Informal deal reached on the Corporate Sustainability Due Diligence Directive 

Financial firms are largely exempt from the scope of the directive, for now

The Council and the European Parliament agreed to a provisional deal on the corporate sustainability due diligence directive (CSDDD), which aims to enhance the protection of the environment and human rights in the EU and globally. 

The directive sets obligations for companies to mitigate their negative impact on human rights and the environment such as child labour, slavery, labour exploitation, pollution, deforestation, excessive water consumption or damage to ecosystems. It applies to large EU companies and parent companies with over 500 employees and a worldwide turnover of €150 million. The legislation will also apply to companies with over 250 employees and with a turnover of more than €40 million euro if at least 20 million are generated in certain “high risk” sectors. These actual and potential adverse impacts apply not just across companies’ operations but also up and down their value chains.

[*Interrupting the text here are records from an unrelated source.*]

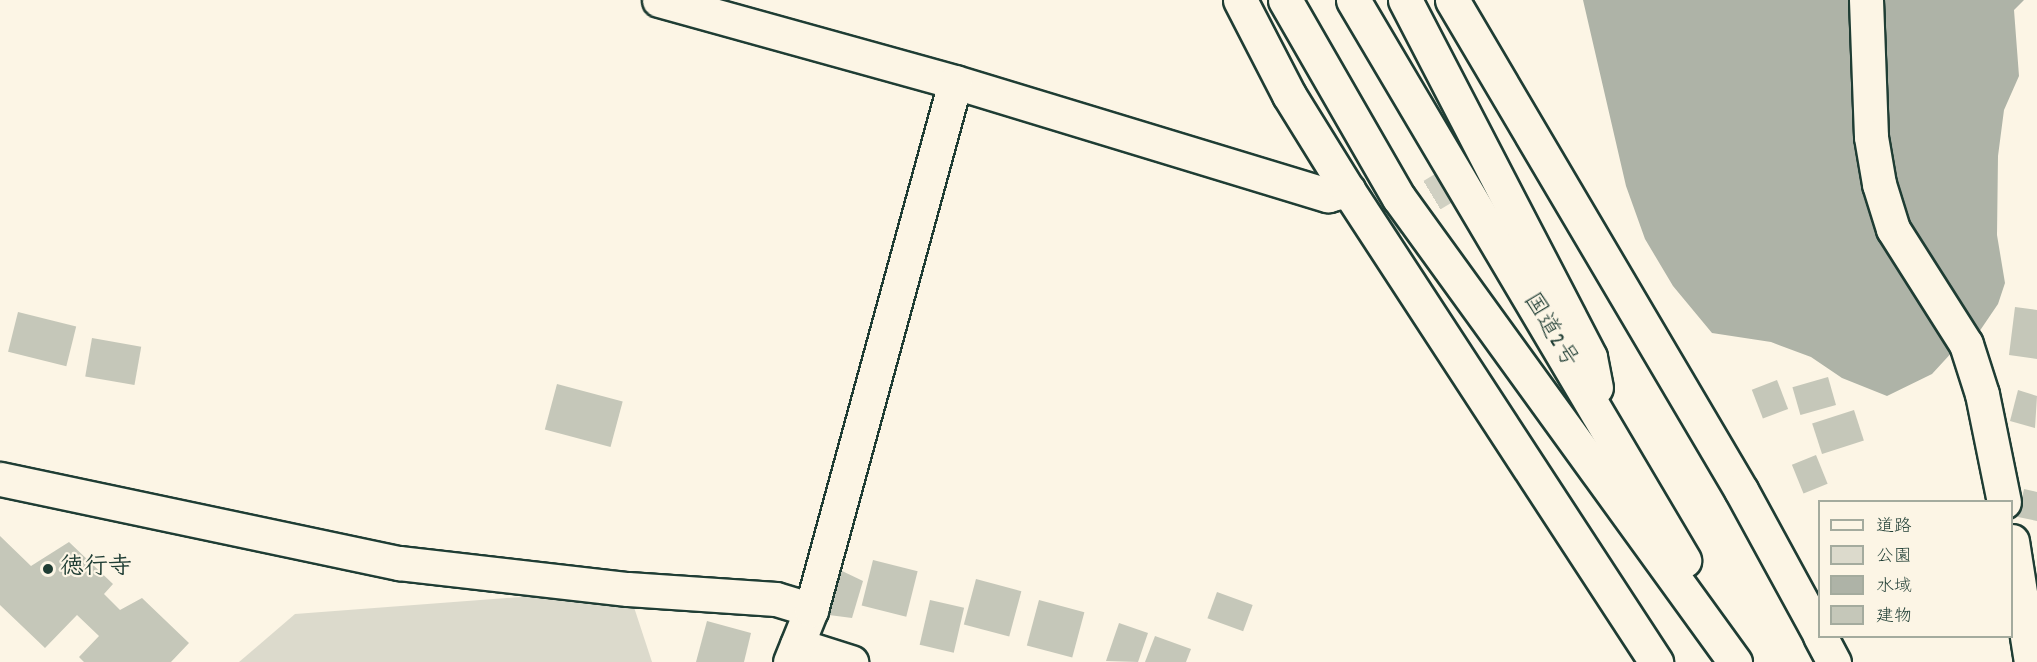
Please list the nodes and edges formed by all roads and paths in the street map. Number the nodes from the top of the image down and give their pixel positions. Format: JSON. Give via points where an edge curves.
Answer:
{"nodes":[{"id":1,"x":659,"y":0,"type":"edge"},
{"id":2,"x":1240,"y":0,"type":"edge"},
{"id":3,"x":1284,"y":0,"type":"edge"},
{"id":4,"x":1353,"y":0,"type":"edge"},
{"id":5,"x":1405,"y":0,"type":"edge"},
{"id":6,"x":1452,"y":0,"type":"edge"},
{"id":7,"x":1866,"y":0,"type":"edge"},
{"id":8,"x":956,"y":82,"type":"junction"},
{"id":9,"x":1348,"y":190,"type":"junction"},
{"id":10,"x":1604,"y":424,"type":"junction"},
{"id":11,"x":0,"y":480,"type":"edge"},
{"id":12,"x":2004,"y":500,"type":"edge"},
{"id":13,"x":2013,"y":547,"type":"edge"},
{"id":14,"x":811,"y":610,"type":"junction"},
{"id":15,"x":1818,"y":632,"type":"edge"},
{"id":16,"x":1821,"y":638,"type":"edge"},
{"id":17,"x":794,"y":654,"type":"edge"},
{"id":18,"x":851,"y":662,"type":"edge"},
{"id":19,"x":1656,"y":662,"type":"edge"},
{"id":20,"x":1735,"y":662,"type":"edge"},
{"id":21,"x":1745,"y":662,"type":"edge"},
{"id":22,"x":1834,"y":662,"type":"edge"},
{"id":23,"x":2031,"y":662,"type":"edge"}],
"edges":[{"from":1,"to":8,"type":"main road"},
{"from":2,"to":9,"type":"main road","via":[[1289,95]]},
{"from":3,"to":20,"type":"main road","via":[[1399,198]]},
{"from":4,"to":10,"type":"main road","name":"国道2号"},
{"from":5,"to":10,"type":"main road","via":[[1590,357]]},
{"from":6,"to":15,"type":"main road","via":[[1522,141],[1741,490]]},
{"from":7,"to":12,"type":"main road","via":[[1870,126],[1879,184],[1893,229],[1966,344],[1982,394]]},
{"from":8,"to":9,"type":"main road","via":[[1328,195]]},
{"from":8,"to":14,"type":"main road"},
{"from":9,"to":19,"type":"main road","via":[[1383,224]]},
{"from":10,"to":21,"type":"main road","name":"国道2号"},
{"from":11,"to":14,"type":"main road","via":[[399,563],[628,589],[776,599]]},
{"from":13,"to":23,"type":"main road"},
{"from":14,"to":17,"type":"main road"},
{"from":16,"to":22,"type":"main road"},
{"from":17,"to":18,"type":"main road"}]}
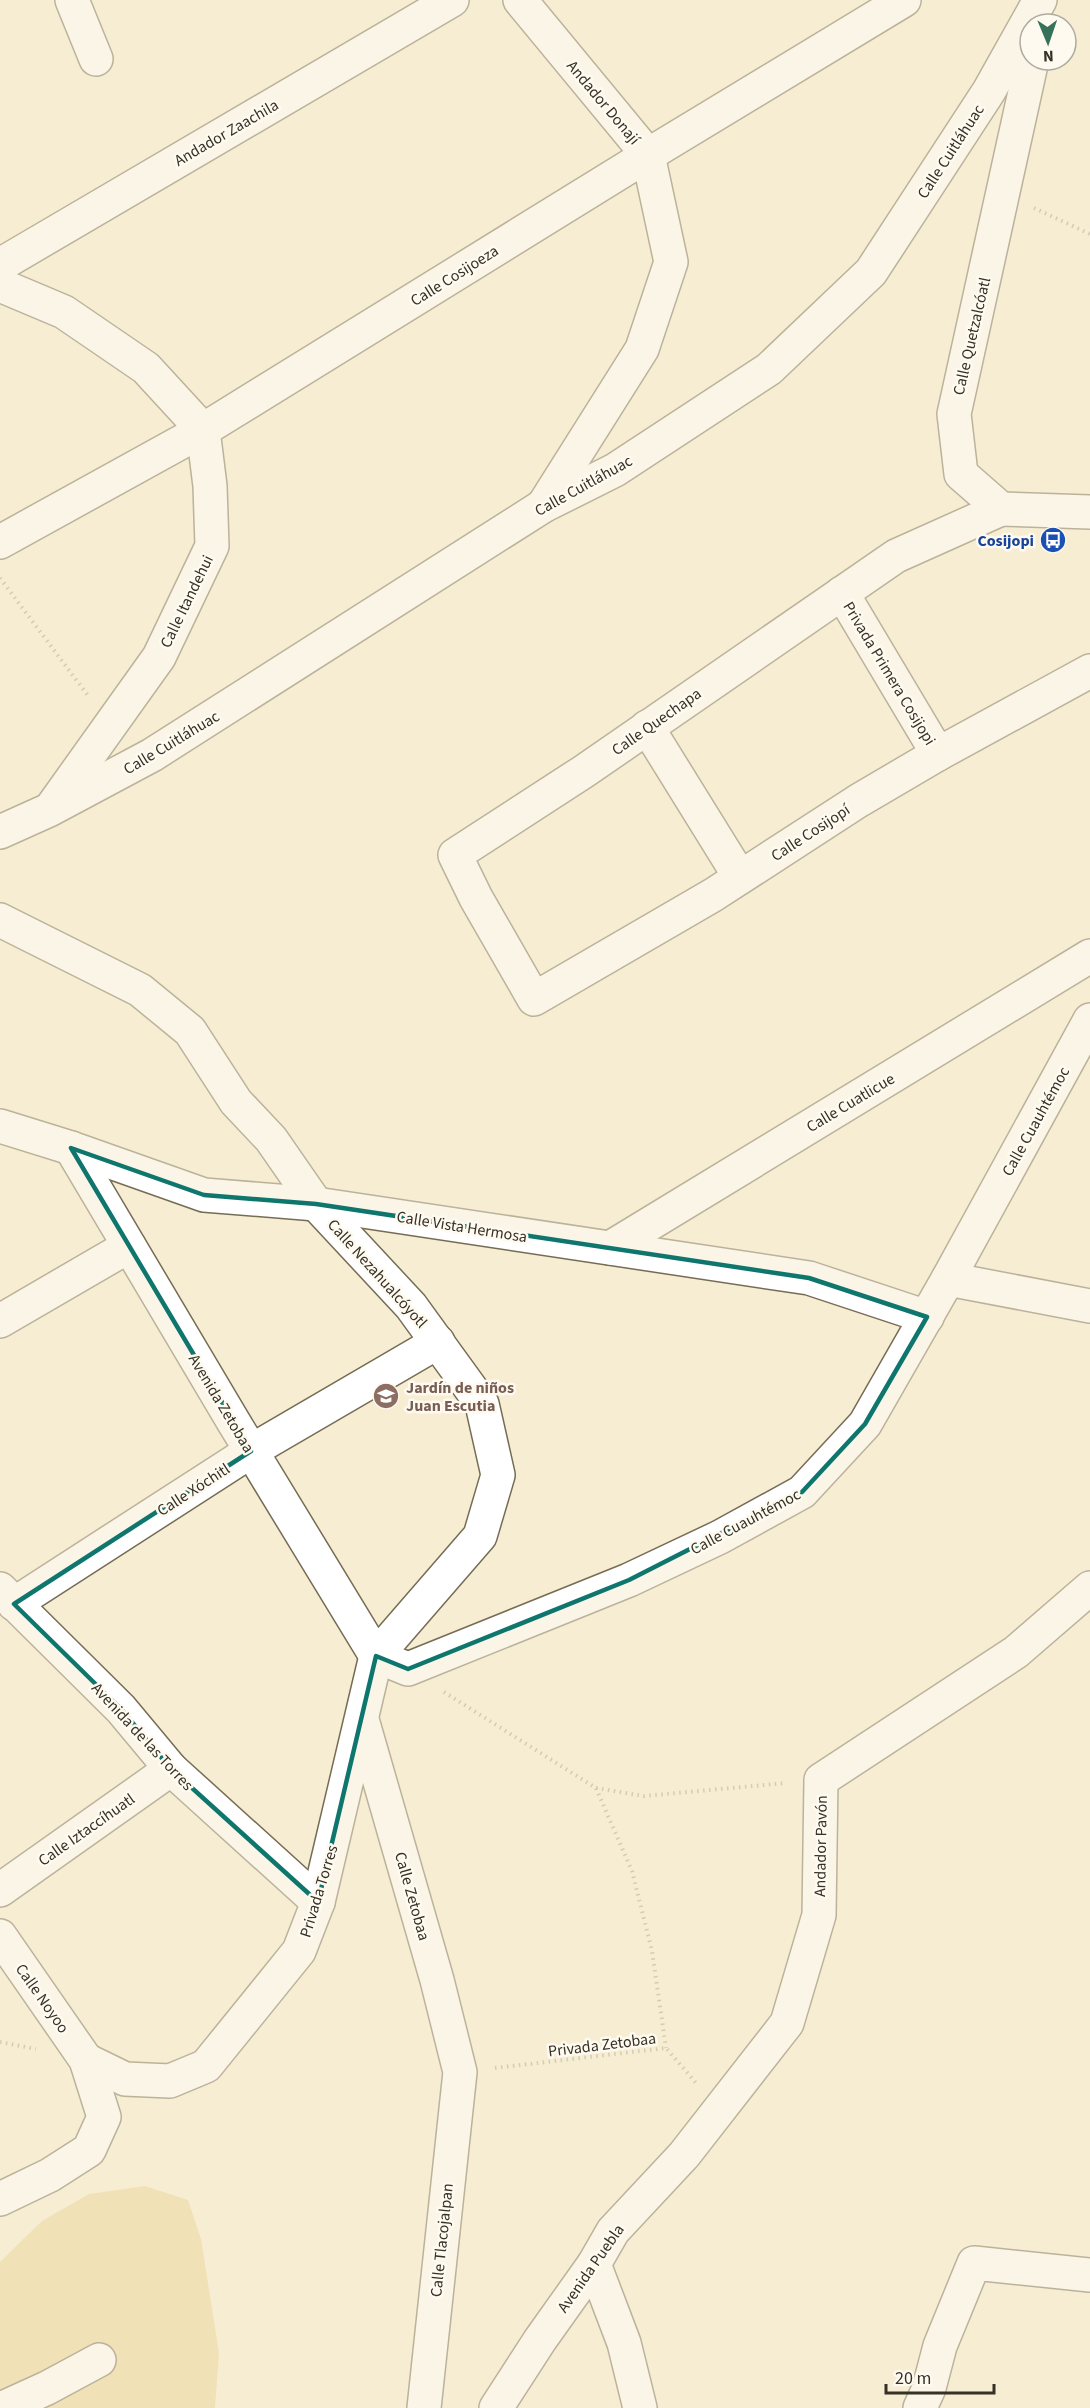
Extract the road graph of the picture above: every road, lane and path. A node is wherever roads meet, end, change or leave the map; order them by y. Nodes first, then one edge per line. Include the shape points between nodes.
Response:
1 (72, 0) edge
2 (452, 0) edge
3 (520, 0) edge
4 (904, 0) edge
5 (1040, 0) edge
6 (96, 59) dead end
7 (1029, 72) edge
8 (648, 155) junction
9 (1003, 193) junction
10 (1090, 234) edge
11 (0, 265) edge
12 (0, 285) edge
13 (203, 430) junction
14 (543, 506) junction
15 (1001, 509) junction
16 (1090, 512) edge
17 (0, 542) edge
18 (0, 578) edge
19 (842, 593) junction
20 (1090, 671) edge
21 (111, 726) junction
22 (647, 727) junction
23 (938, 754) junction
24 (49, 810) junction
25 (0, 832) edge
26 (740, 877) junction
27 (0, 920) edge
28 (1090, 956) edge
29 (534, 999) joint
30 (1090, 1020) edge
31 (1078, 1067) edge
32 (0, 1126) edge
33 (71, 1148) junction
34 (316, 1204) junction
35 (129, 1246) junction
36 (610, 1248) junction
37 (948, 1279) junction
38 (1090, 1306) edge
39 (927, 1317) junction
40 (0, 1321) edge
41 (438, 1342) junction
42 (251, 1451) junction
43 (1090, 1588) edge
44 (7, 1596) edge
45 (376, 1656) junction
46 (408, 1669) junction
47 (362, 1721) junction
48 (171, 1769) junction
49 (821, 1780) junction
50 (596, 1788) junction
51 (0, 1890) edge
52 (318, 1902) junction
53 (0, 1936) edge
54 (666, 2048) junction
55 (86, 2060) junction
56 (460, 2072) junction
57 (720, 2111) junction
58 (0, 2199) edge
59 (594, 2264) junction
60 (1090, 2275) edge
61 (99, 2360) dead end
62 (3, 2408) edge
63 (424, 2408) edge
64 (496, 2408) edge
65 (640, 2408) edge
66 (920, 2408) edge

1 - 6 street
2 - 11 street, Andador Zaachila
3 - 8 street, Andador Donají
4 - 8 street, Calle Cosijoeza
5 - 14 street, Calle Cuitláhuac via 989,91 871,272 769,369 615,470
7 - 9 street, Calle Quetzalcóatl
8 - 13 street, Calle Cosijoeza
8 - 14 street, Andador Donají via 671,262 642,349
9 - 10 path
9 - 15 street, Calle Quetzalcóatl via 954,414 962,474
12 - 13 street via 64,312 146,368
13 - 17 street, Calle Cosijoeza
13 - 21 street, Calle Itandehui via 212,546 159,657
14 - 24 street, Calle Cuitláhuac via 152,756
15 - 16 street
15 - 19 street, Calle Quechapa via 896,556
18 - 21 path
19 - 22 street, Calle Quechapa
19 - 23 street, Privada Primera Cosijopi
20 - 23 street, Calle Cosijopí
21 - 24 street, Calle Itandehui
22 - 26 street
22 - 29 street, Calle Quechapa via 455,855
23 - 26 street, Calle Cosijopí
24 - 25 street, Calle Cuitláhuac
26 - 29 street, Calle Cosijopí
27 - 34 street, Calle Nezahualcóyotl via 140,990 190,1031 236,1102 271,1139
28 - 36 street, Calle Cuatlicue
30 - 31 street, Calle Cuauhtémoc
31 - 37 street, Calle Cuauhtémoc
32 - 33 street, Calle Vista Hermosa
33 - 34 street, Calle Vista Hermosa via 204,1195
33 - 35 street, Avenida Zetobaa
34 - 36 street, Calle Vista Hermosa
34 - 41 street, Calle Nezahualcóyotl via 411,1306
35 - 40 street
35 - 42 street, Avenida Zetobaa
36 - 39 street, Calle Vista Hermosa via 809,1278
37 - 38 street
37 - 39 street, Calle Cuauhtémoc
39 - 46 street, Calle Cuauhtémoc via 866,1424 802,1492 629,1580
41 - 42 street, Calle Xóchitl
41 - 45 street, Calle Nezahualcóyotl via 482,1404 498,1475 480,1536
42 - 44 street, Calle Xóchitl
42 - 45 street, Avenida Zetobaa
43 - 49 street via 1016,1652
44 - 48 street, Avenida de las Torres via 121,1709
45 - 46 street
45 - 47 street, Calle Nezahualcóyotl
46 - 50 path
47 - 52 street, Privada Torres
47 - 56 street, Calle Zetobaa
48 - 51 street, Calle Iztaccíhuatl
48 - 52 street, Avenida de las Torres
49 - 50 path, Andador Pavón via 644,1796
49 - 57 street, Andador Pavón via 819,1915 787,2023
50 - 54 path via 632,1872 651,1951
52 - 55 street, Privada Torres via 299,1952 206,2066 170,2081 125,2079
53 - 55 street, Calle Noyoo
54 - 56 path, Privada Zetobaa
54 - 57 path, Privada Zetobaa
55 - 58 street via 104,2117 89,2150 50,2175
56 - 63 street, Calle Tlacojalpan
57 - 59 street, Avenida Puebla via 613,2231
59 - 64 street, Avenida Puebla
59 - 65 street via 624,2343
60 - 66 street via 974,2263
61 - 62 street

CSDDD will also apply to non-EU companies with more than €300 million in turnover generated in the EU.

Companies will have to integrate due diligence into their policies and risk-management systems, including descriptions of their approach, processes and code of conduct. 

The inclusion of the financial sector was a major sticking point and those firms will be temporarily excluded from the full scope of the directive for now. This means that financial firms will only have to check whether there are human rights and environmental harms in their own operations.There is a review clause for future inclusion. 

After the end of negotiations, lead MEP Lara Wolters said, “Companies are now responsible for potential abuses in their value chain, ten years after the Rana Plaza tragedy. Let this deal be a tribute to the victims of that disaster, and a starting point for shaping the economy of the future – one that puts the well-being of people and the planet before profits and short-termism.” 

Each EU country will be required to designate a supervisory authority to monitor whether firms are complying with their CSDDD obligations. These bodies will be able to launch inspections and investigations and impose penalties on non-compliant companies, including “naming and shaming” and fines of up to 5% of their net worldwide turnover.

The agreed draft law requires formal approval by the European Parliament and the Council of EU governments before it can enter into force, which is anticipated to be in 2027.